"Oh, all right!" said Ferrier, interrupting. "This time, and that time, and all the other times!"
"But you fired the boma!"
"Is that to last me for ever?"
"And came to find me, fighting: what about that? Still, if you want to go----"
"Not a bit of it, old man. It's your idea; you go; I'll run over in my mind all the poetry I know and see if I can get a happy thought like Said Mohammed."
Two hours before dawn the canoe was gently lowered by ropes over the wall at the end of the fort opposite the gate. Here, it will be remembered, the slope of the ground immediately beneath the wall was steep, but the island jutted out, in a fairly level spit, for some distance into the pool. John, the Wanderobbo, and five other men were let down in the same way, four of them to accompany John as carriers of any game he might obtain, the fifth to paddle the canoe back when they had landed. The night was very dark; they moved with scarcely a sound; and having gained the further shore John and his companions struck off across country.
John's intention had been to go directly north, but when Bill told him that the banks of the river would be the most likely quarter in which to find game at sunrise, when the animals came down to drink, he resolved to strike off in a north-westerly direction, from which quarter the wind blew, and gain the river somewhere north of the rapids. They marched very quickly, the plain on this side of the river being open, came to the river-bank in about half-an-hour, and then tramped along up-stream, careful not to approach the water too closely for fear of crocodiles. At dawn they were, John thought, at least five miles from the fort, but he decided to go a mile or two farther before beginning operations, to lessen any risk of shots being heard in the camp.
The river wound this way and that, now between level banks, now bordered by steep bluffs thick with overhanging trees. The current was always swift, and John had been conscious ever since the start that the ground was gradually rising. Bill did not stick closely to the river: indeed, that would have been impossible; he sought the easiest way, which led sometimes through scrub, sometimes over stretches of bare rock which tried John's boots sorely, sometimes through patches of woodland: always, however, coming to the river at last. From one elevated position to which they came John looked back and, now that the morning haze had lifted, saw the river serpentining behind him, and in the far distance the pool gleaming in the sunlight, the island and fort a dark spot in the midst.
At last he considered that he had come far enough to be out of earshot from the enemy's camp, and since the nearest village, the abode of the "bad men," was about a day's march to the north-west, he felt that no danger was to be anticipated from that quarter. Accordingly the party of six descended to the level of the river, and Bill began his search for game-tracks. The river here flowed through narrow channels between great boulders of a pinkish rock, the brink being lined with reeds. Before long Bill came upon the spoor of a hippopotamus, and since necessity knows no law, John thought himself justified in following it up, in spite of the technical transgression of the terms of his licence. He was not shooting for sport, he reflected, but for food.

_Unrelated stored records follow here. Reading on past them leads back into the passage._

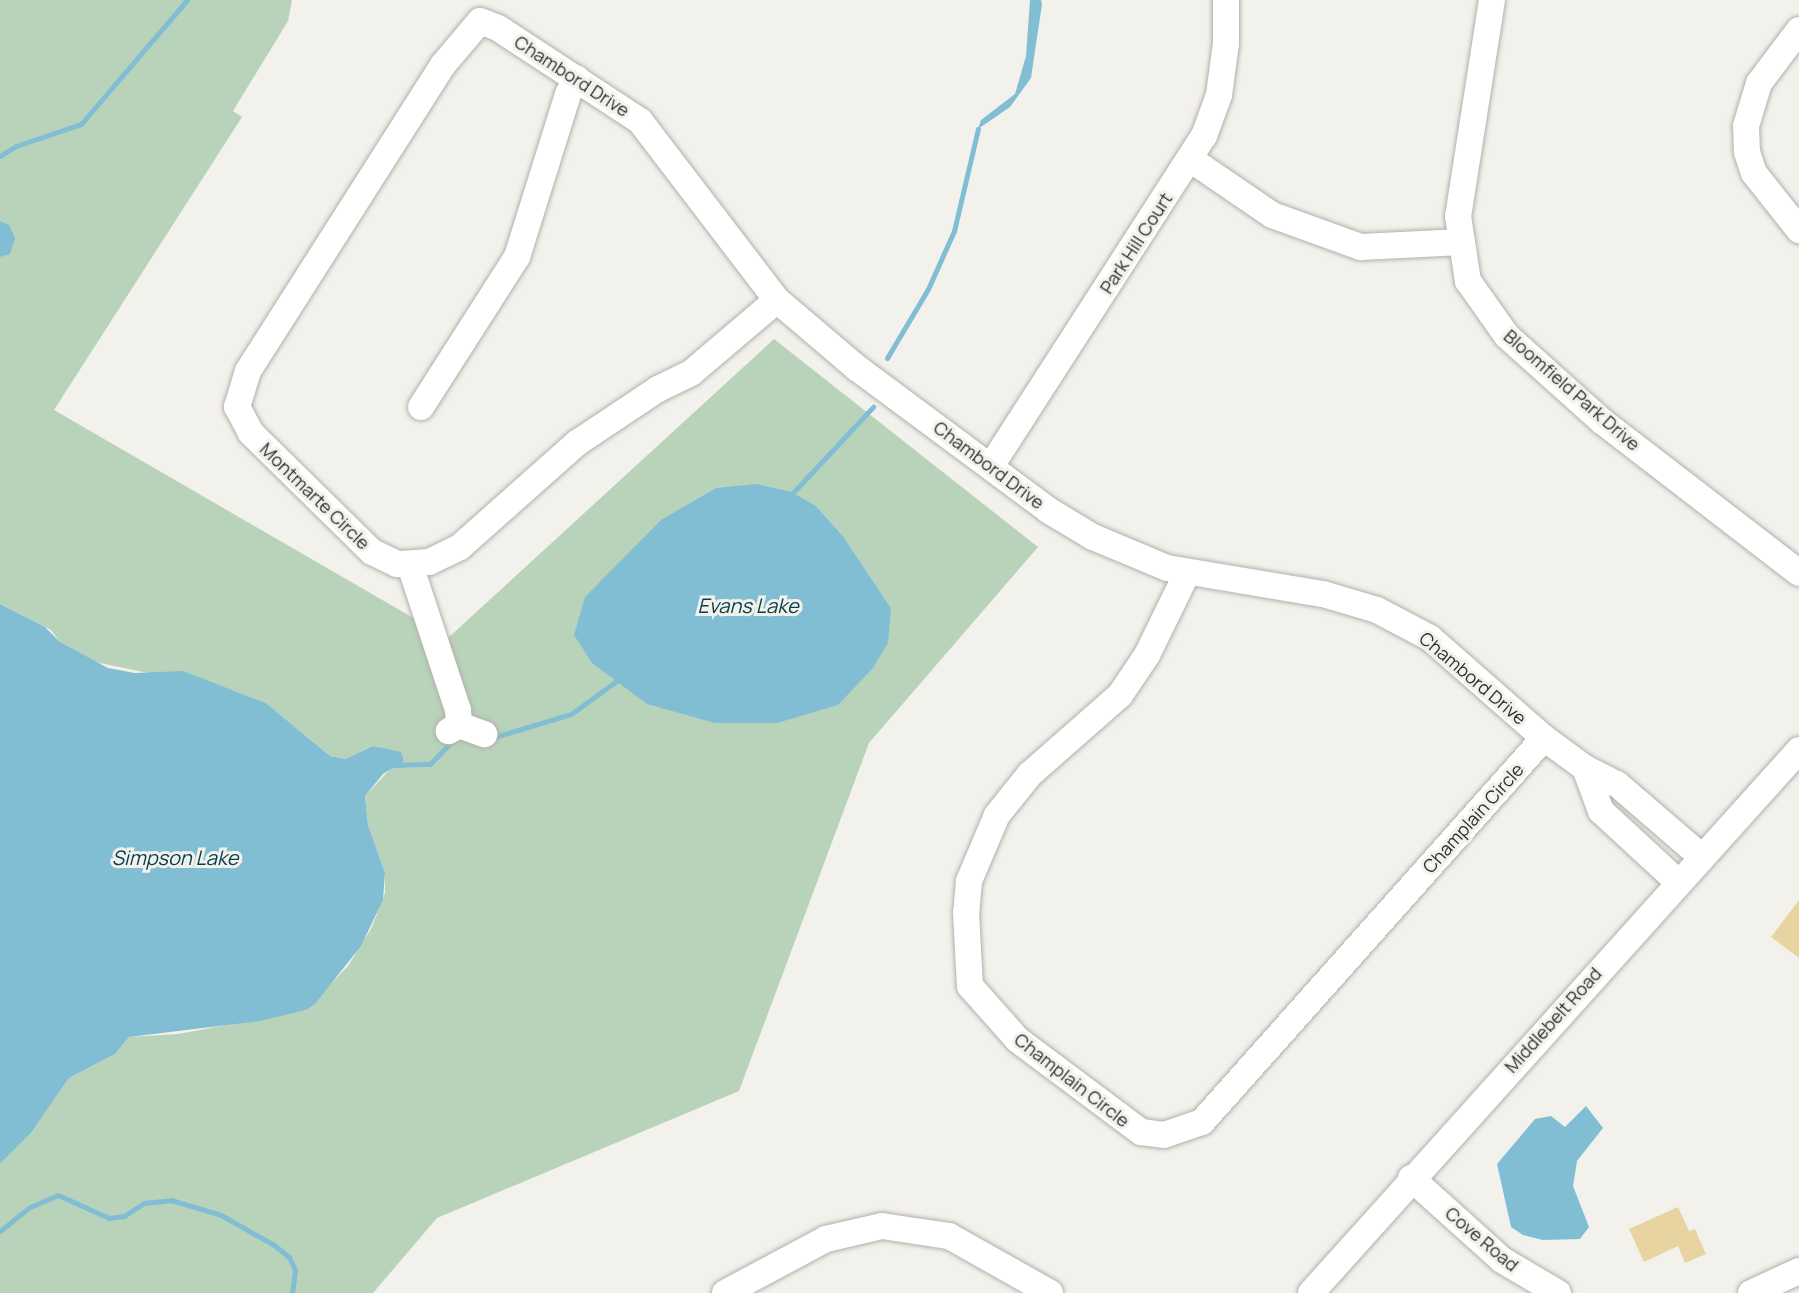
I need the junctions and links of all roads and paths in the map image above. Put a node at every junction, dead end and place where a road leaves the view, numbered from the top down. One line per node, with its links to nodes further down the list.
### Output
1 (1226, 0): 6 (street, Park Hill Court)
2 (1492, 0): 8 (street, Bloomfield Park Drive)
3 (480, 21): 5 (street, Chambord Drive); 12 (street, Montmarte Circle)
4 (1799, 30): 7 (street)
5 (577, 78): 9 (street, Chambord Drive); 10 (street)
6 (1190, 159): 8 (street); 11 (street, Park Hill Court)
7 (1799, 230)
8 (1462, 242): 14 (street, Bloomfield Park Drive)
9 (777, 300): 11 (street, Chambord Drive); 12 (street)
10 (421, 407)
11 (991, 466): 13 (street, Chambord Drive)
12 (410, 566): 15 (street)
13 (1187, 573): 16 (street, Chambord Drive); 16 (street, Champlain Circle)
14 (1799, 573)
15 (484, 734)
16 (1544, 738): 18 (street, Chambord Drive)
17 (1799, 750): 19 (street, Middlebelt Road)
18 (1585, 768): 19 (street, Chambord Drive); 20 (street)
19 (1702, 857): 20 (street, Middlebelt Road)
20 (1678, 882): 21 (street, Middlebelt Road)
21 (1411, 1178): 25 (street, Middlebelt Road); 26 (street, Cove Road)
22 (1799, 1271): 27 (street)
23 (725, 1293): 24 (street)
24 (1050, 1293)
25 (1311, 1293)
26 (1558, 1293)
27 (1751, 1293)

They came at length to a rocky pool. Bill halted, and pointing to an overhanging rock on the other side, drew John's attention to a gentle rippling disturbance of the water. In a moment appeared two red nostrils covered with coarse black hair. John lifted his rifle, but Bill signed to him to wait, and after a few seconds the nostrils sank below the surface: the animal had merely risen to breathe. They all sat down on the bank to await his reappearance. Several times during half-an-hour he showed just as much of himself, and no more. This was tantalizing. Would he never emerge? John's patience at length gave out. He thought that if he could cross to the other side he might get a fair shot at the beast, or at least stir him to movement. Looking down-stream, he saw that some little distance away the surface of the river was broken, which indicated shallow water. He hastened to the spot, and stripping to his shirt, waded across waist deep, climbed the bank, and stealthily crept up until he came directly over the place where the hippo had last appeared.